Differential Diagnosis
Common (U.S.)
- Diabetes mellitus / hyperglycemia (leading cause)
- Alcohol use disorder
- Vitamin B12 deficiency
- Idiopathic
- Chemotherapy / toxin-related
- Hereditary neuropathies
- Metabolic/endocrine: uremia, thyroid disease
Less common but important
- Infectious: HIV, Lyme disease, syphilis
- Paraneoplastic / monoclonal gammopathy (e.g., myeloma, lymphoma)
- Inflammatory / autoimmune: GBS variants, vasculitic neuropathy
- Toxic: heavy metals, organic solvents
- Amyloid-related (AL, hereditary ATTR, or secondary): progressive, painful axonal polyneuropathy; often autonomic features
Diagnostic Approach
- Bedside exam often sufficient to diagnose PN.
- NCS/EMG when diagnosis is unclear or to distinguish PN from radiculopathy/myelopathy.
- First-line labs: fasting glucose/HbA1c; vitamin B12; TSH; SPEP ± immunofixation; renal function; CBC.
- Second-line (if unexplained): heavy metal screen, autoimmune serologies, genetic testing (if family history).
Treatment
- Treat underlying cause: optimize glycemic control; replete B12; treat thyroid/uremia; remove toxins ± chelation; evaluate paraneoplastic/amyloid etiologies.
- Symptom management: neuropathic pain agents (gabapentin, pregabalin, duloxetine, amitriptyline); refractory cases may consider interventional pain or SCS.
- PT/OT for gait/hand function; preventive foot care.
Question 1
The history or exam of a case of peripheral neuropathy should include which of these features?
- A. Tingling, numbness, paresthesias
- B. Diminished sensation in multiple nerve territories (stocking distribution)
- C. Both A and B
- D. Decreased reflexes
- E. Hyperglycemia
Question 2
To help diagnose the cause of PN, you should consider these screening tests:
- A. Fasting blood sugar
- B. Serum vitamin B12
- C. SPEP
- D. 24-hour urine heavy metal screen
- E. All of the above
Teaching Points
- Length-dependent, symmetric symptoms (“stocking–glove”) with distal sensory loss and reduced/absent ankle reflexes strongly suggest distal symmetric polyneuropathy (DSP).
- First-line labs that change management: fasting glucose/HbA1c, vitamin B12 (consider MMA if borderline), TSH, SPEP ± immunofixation, basic renal panel, and CBC.

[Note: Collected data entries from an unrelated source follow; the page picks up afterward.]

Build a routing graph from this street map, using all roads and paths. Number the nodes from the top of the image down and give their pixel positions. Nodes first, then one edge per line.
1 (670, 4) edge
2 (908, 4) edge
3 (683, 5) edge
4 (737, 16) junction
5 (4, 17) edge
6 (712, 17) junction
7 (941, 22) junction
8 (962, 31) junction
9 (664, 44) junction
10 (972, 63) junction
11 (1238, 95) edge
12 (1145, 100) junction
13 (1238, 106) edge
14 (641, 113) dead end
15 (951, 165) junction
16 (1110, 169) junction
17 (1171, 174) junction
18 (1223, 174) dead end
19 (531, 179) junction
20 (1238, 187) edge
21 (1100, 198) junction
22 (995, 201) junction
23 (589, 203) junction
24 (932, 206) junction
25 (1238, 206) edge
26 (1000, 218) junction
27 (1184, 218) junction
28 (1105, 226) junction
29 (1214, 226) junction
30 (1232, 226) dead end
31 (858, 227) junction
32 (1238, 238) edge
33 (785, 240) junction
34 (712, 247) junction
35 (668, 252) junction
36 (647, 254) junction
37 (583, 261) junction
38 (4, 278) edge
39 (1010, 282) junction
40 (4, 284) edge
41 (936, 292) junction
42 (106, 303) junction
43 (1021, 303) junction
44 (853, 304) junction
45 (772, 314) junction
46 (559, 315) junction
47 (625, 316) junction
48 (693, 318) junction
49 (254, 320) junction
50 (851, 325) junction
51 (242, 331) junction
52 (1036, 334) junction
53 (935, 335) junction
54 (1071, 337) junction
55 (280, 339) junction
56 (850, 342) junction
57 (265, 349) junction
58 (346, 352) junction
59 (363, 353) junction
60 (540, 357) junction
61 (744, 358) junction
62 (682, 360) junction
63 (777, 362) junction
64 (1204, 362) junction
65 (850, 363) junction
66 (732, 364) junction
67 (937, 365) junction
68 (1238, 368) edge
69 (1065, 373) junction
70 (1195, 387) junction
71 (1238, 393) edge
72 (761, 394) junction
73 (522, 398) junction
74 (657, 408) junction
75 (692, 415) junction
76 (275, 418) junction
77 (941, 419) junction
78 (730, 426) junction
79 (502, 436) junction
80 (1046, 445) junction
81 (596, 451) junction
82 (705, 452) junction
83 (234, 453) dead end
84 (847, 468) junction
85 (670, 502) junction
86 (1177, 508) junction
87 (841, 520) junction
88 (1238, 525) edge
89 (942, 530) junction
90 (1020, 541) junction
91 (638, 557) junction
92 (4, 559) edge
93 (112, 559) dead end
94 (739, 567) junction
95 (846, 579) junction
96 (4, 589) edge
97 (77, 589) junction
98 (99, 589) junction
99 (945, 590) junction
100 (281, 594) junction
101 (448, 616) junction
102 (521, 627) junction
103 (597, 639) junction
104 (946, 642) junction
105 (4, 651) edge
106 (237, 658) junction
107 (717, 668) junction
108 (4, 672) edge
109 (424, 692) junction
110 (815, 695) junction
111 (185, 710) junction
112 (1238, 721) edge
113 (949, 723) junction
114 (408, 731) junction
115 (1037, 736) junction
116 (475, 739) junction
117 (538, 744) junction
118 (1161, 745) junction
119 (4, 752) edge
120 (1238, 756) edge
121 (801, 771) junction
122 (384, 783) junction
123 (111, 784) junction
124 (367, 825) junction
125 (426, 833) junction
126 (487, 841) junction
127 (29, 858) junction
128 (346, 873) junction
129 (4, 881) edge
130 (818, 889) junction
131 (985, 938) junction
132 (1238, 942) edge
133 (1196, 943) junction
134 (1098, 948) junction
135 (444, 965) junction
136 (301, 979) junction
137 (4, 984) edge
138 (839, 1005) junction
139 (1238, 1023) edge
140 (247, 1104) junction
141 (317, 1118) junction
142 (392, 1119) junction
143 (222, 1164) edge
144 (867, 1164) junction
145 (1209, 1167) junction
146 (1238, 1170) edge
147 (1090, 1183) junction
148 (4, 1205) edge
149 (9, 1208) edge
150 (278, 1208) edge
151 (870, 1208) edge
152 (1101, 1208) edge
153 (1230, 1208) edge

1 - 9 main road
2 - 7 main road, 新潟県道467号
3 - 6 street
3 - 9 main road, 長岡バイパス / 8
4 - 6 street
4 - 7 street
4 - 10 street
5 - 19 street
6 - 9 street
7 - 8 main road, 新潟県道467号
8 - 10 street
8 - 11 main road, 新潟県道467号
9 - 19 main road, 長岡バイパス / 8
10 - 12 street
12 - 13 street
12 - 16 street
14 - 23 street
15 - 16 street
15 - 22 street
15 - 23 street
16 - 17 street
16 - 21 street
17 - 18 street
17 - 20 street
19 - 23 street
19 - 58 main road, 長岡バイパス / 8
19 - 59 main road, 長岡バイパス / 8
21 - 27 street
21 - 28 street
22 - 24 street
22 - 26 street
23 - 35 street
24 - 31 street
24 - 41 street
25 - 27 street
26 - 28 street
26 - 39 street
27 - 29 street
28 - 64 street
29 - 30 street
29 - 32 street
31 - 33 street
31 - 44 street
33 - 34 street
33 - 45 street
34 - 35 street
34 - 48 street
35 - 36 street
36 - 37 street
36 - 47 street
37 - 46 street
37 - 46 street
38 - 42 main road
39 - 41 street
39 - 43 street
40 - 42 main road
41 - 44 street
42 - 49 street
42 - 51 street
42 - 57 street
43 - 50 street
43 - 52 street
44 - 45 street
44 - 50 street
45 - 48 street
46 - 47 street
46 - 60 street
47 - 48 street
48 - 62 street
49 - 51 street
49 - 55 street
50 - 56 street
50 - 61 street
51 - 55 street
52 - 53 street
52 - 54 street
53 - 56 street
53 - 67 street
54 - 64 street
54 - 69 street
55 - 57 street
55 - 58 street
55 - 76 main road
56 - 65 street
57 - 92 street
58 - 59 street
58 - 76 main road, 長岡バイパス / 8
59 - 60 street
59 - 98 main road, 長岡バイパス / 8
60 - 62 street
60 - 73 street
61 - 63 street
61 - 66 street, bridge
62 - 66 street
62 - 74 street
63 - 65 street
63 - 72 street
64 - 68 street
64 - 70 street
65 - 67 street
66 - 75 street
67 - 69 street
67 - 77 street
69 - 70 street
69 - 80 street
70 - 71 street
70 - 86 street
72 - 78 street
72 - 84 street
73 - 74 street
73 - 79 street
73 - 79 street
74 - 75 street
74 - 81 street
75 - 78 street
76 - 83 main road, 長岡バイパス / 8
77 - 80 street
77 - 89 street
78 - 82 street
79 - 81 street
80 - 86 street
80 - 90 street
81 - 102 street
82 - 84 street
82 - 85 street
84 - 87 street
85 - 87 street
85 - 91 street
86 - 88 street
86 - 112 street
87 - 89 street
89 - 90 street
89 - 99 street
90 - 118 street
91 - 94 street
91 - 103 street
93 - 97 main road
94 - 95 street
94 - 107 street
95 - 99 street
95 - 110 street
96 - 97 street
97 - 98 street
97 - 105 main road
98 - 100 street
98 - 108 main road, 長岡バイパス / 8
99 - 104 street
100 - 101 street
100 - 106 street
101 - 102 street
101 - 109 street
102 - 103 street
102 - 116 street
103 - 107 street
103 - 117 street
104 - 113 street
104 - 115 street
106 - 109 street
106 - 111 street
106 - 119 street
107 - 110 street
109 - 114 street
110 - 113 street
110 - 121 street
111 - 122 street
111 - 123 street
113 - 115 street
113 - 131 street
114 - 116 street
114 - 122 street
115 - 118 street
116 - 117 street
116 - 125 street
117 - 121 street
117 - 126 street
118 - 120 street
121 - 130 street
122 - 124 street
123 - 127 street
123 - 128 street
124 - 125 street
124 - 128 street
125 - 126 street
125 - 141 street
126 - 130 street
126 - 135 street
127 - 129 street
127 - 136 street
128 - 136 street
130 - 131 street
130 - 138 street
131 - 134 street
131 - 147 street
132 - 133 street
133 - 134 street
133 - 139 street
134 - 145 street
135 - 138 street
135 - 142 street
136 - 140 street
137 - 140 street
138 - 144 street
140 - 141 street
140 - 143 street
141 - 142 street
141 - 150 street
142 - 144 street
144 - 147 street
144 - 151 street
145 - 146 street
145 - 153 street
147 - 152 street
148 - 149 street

- Electrodiagnostics (NCS/EMG) help confirm neuropathy, characterize axonal vs demyelinating patterns, and distinguish from radiculopathy or myelopathy when the exam is equivocal.
- Diabetes and prediabetes are the most common U.S. causes; optimize glycemic control to slow progression and reduce pain.
- Neuropathic pain options with evidence: duloxetine, gabapentin/pregabalin, and tricyclics; set expectations—analgesia is partial and titration is key.
- Screen for red flags (asymmetry, subacute progression, prominent motor deficits, systemic features) that warrant expanded testing (e.g., vasculitis, amyloid, immune-mediated).
References
- England JD, Gronseth GS, Franklin G, et al. Practice Parameter: Evaluation of distal symmetric polyneuropathy: Role of laboratory and genetic testing. Neurology. 2009;72(2):185–192.
- Pop-Busui R, Boulton AJM, Feldman EL, et al. Diabetic neuropathy: A position statement by the American Diabetes Association. Diabetes Care. 2017;40(1):136–154.
- Bril V, England JD, Franklin GM, et al. Evidence-based guideline: Treatment of painful diabetic neuropathy. Neurology. 2011;76(20):1758–1765.